As cartografias realizadas também evidenciam as complexidades e as disputas nos espaços urbanos. Se por um lado, determinadas regiões são afetadas positivamente por processos de gentrificação e/ou maior valorização imobiliária justamente por serem ponto de encontro de diversos públicos e coletivos artísticos; por outro lado, esses atores que protagonizam esses momentos de sociabilidade enfrentam inúmeras dificuldades burocráticas para viabilizar esses eventos. Um caso ilustrativo é o da Pedra do Sal, tradicional reduto dos sambistas e que foi convertido em 2014 em espécie de anfiteatro ao ar livre de diversas tribos da cidade e incorporado ao projeto do Porto Maravilha, mas que nos últimos anos, encontra-se esvaziado, pois a localidade tem sofrido com a repressão policial.

Ao mapearem as manifestações culturais em cidades do Estado, pesquisadores
querem contribuir para a integração entre atores sociais (Fotos: Arquivos pessoais)

“O mais interessante é perceber que para além das disputas e tensões, há também muita solidariedade: são inúmeros, coletivos e redes que se ajudam nos processos de ocupação das ruas.

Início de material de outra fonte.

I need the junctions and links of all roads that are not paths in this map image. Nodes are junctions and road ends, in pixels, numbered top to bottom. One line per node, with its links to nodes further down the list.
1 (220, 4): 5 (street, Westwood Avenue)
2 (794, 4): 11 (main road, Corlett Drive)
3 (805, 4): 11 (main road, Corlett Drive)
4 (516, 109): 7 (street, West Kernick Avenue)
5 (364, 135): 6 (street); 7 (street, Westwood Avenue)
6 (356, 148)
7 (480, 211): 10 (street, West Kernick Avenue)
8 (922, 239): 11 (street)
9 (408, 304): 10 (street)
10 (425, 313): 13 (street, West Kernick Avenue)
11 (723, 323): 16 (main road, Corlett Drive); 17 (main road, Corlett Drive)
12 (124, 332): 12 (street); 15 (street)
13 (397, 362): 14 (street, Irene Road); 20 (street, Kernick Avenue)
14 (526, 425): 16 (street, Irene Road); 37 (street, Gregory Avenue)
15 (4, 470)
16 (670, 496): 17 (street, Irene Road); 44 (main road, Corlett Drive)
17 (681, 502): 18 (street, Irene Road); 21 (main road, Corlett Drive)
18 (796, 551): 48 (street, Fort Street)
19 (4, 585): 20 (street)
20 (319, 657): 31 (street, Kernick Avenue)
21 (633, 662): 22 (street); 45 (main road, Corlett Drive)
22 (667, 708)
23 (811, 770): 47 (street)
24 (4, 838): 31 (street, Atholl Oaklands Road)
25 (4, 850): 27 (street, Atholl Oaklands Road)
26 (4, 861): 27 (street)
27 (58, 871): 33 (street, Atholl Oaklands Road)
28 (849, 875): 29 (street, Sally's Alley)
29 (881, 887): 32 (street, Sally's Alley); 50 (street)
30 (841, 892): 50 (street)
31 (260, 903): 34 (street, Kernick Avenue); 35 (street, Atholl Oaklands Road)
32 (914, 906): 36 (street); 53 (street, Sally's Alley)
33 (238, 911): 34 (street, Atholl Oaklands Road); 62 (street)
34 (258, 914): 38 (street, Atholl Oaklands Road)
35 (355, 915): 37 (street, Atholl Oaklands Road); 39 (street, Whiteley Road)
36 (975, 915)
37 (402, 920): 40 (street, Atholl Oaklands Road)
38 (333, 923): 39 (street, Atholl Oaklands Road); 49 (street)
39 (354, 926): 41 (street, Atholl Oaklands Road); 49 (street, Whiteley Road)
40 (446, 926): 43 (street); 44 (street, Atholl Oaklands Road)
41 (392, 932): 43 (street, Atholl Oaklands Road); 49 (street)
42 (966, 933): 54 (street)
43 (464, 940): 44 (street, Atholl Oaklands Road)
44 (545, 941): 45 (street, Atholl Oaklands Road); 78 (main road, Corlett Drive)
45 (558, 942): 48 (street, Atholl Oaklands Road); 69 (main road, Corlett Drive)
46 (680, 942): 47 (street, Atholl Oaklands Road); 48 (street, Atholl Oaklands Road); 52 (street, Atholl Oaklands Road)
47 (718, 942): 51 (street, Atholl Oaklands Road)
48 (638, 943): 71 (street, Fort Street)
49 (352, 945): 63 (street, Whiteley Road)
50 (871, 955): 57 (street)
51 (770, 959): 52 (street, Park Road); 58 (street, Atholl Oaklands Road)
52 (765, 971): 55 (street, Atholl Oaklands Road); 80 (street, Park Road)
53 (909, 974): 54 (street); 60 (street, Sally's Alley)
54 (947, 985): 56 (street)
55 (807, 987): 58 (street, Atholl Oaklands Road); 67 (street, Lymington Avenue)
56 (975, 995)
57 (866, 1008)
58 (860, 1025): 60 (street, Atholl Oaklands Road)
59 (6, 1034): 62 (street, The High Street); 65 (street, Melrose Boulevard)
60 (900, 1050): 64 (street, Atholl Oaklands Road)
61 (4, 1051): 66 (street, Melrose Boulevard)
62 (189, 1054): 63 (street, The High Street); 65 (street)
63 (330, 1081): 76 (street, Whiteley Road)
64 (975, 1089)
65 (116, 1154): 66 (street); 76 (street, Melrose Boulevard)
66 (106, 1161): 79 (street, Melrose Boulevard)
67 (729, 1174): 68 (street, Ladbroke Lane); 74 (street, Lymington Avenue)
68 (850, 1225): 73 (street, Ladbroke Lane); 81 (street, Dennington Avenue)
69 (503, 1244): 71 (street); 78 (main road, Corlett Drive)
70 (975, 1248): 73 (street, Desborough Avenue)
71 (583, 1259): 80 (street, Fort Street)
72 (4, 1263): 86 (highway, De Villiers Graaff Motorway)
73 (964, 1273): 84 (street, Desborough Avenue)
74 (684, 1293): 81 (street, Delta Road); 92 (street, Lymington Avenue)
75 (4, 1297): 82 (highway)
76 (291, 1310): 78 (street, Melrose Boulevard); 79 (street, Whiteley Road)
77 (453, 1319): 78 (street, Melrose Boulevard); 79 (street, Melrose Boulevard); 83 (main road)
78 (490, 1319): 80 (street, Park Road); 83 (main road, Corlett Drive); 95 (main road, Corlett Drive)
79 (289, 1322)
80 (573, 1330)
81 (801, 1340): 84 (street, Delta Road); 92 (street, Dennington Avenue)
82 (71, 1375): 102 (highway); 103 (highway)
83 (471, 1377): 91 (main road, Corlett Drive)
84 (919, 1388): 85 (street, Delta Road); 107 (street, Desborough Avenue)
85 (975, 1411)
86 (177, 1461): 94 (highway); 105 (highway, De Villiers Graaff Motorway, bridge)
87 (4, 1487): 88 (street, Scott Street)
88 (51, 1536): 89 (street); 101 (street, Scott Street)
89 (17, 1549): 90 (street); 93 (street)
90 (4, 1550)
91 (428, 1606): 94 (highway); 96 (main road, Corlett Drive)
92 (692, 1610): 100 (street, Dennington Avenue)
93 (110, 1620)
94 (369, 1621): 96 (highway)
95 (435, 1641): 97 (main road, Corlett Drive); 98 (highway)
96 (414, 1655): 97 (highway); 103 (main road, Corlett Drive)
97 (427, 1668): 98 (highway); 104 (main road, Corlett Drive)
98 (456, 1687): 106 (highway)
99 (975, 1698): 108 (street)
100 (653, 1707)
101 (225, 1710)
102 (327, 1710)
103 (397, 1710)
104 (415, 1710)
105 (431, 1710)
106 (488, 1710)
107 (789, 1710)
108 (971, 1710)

Muitas teorias sociológicas falam de um individualismo reinante, mas o que temos acompanhado na pesquisa sinaliza dinâmicas distintas, muito gregárias. Além disso, existe também uma grande capacidade de improvisação para lidar com as adversidades: na rua a lógica da gambiarra impera. Um exemplo disso é o uso de baterias de automóvel para fazer a eletrificação dos concertos musicais”, comenta Fernandes.

Mulheres e festa

Fernandes salienta ainda aspectos relacionados a condição das mulheres nas ruas, que emergem com frequência nesses eventos cartografados. Em estudo realizado com a doutoranda Flávia Barroso, constataram que algumas mulheres do século XIX – na sua maioria negras e mestiças – agenciavam as festas públicas como espaço de liberdade, de afirmação do corpo feminino na cena pública, em uma época que o espaço público era praticamente vedado às mulheres. “Fomos buscar no século XIX algumas evidências de que já tínhamos essa potência de liberdade que se enunciava, mas que, naturalmente, identificamos apenas de forma clara na contemporaneidade – especialmente nos eventos de rua que são protagonizados pelas mulheres. Hoje reconhecemos muito claramente o potencial político e transgressor de movimentos tais como poetry slam, que colocam em pauta e atualizam uma agenda não só feminista, mas também da Cultura Queer na cena urbana contemporânea. Difícil mesmo é constatar que eventualmente as mulheres negras do século XIX – apesar de todo sofrimento, vivendo entre a chibata e o poder patriarcal – conseguiram encontrar brechas para estar nas ruas naquela época”, comenta. Para a pesquisadora, a presença das mulheres no espaço público é um dado relevante a ser analisado com mais cuidado nessa investigação em curso. “Cada vez mais identificamos grupos musicais formados majoritariamente (ou na totalidade) por mulheres que exercem um significativo protagonismo não só na cena cultural local, mas também nos processos importantes de ressignificação das cidades”, finaliza.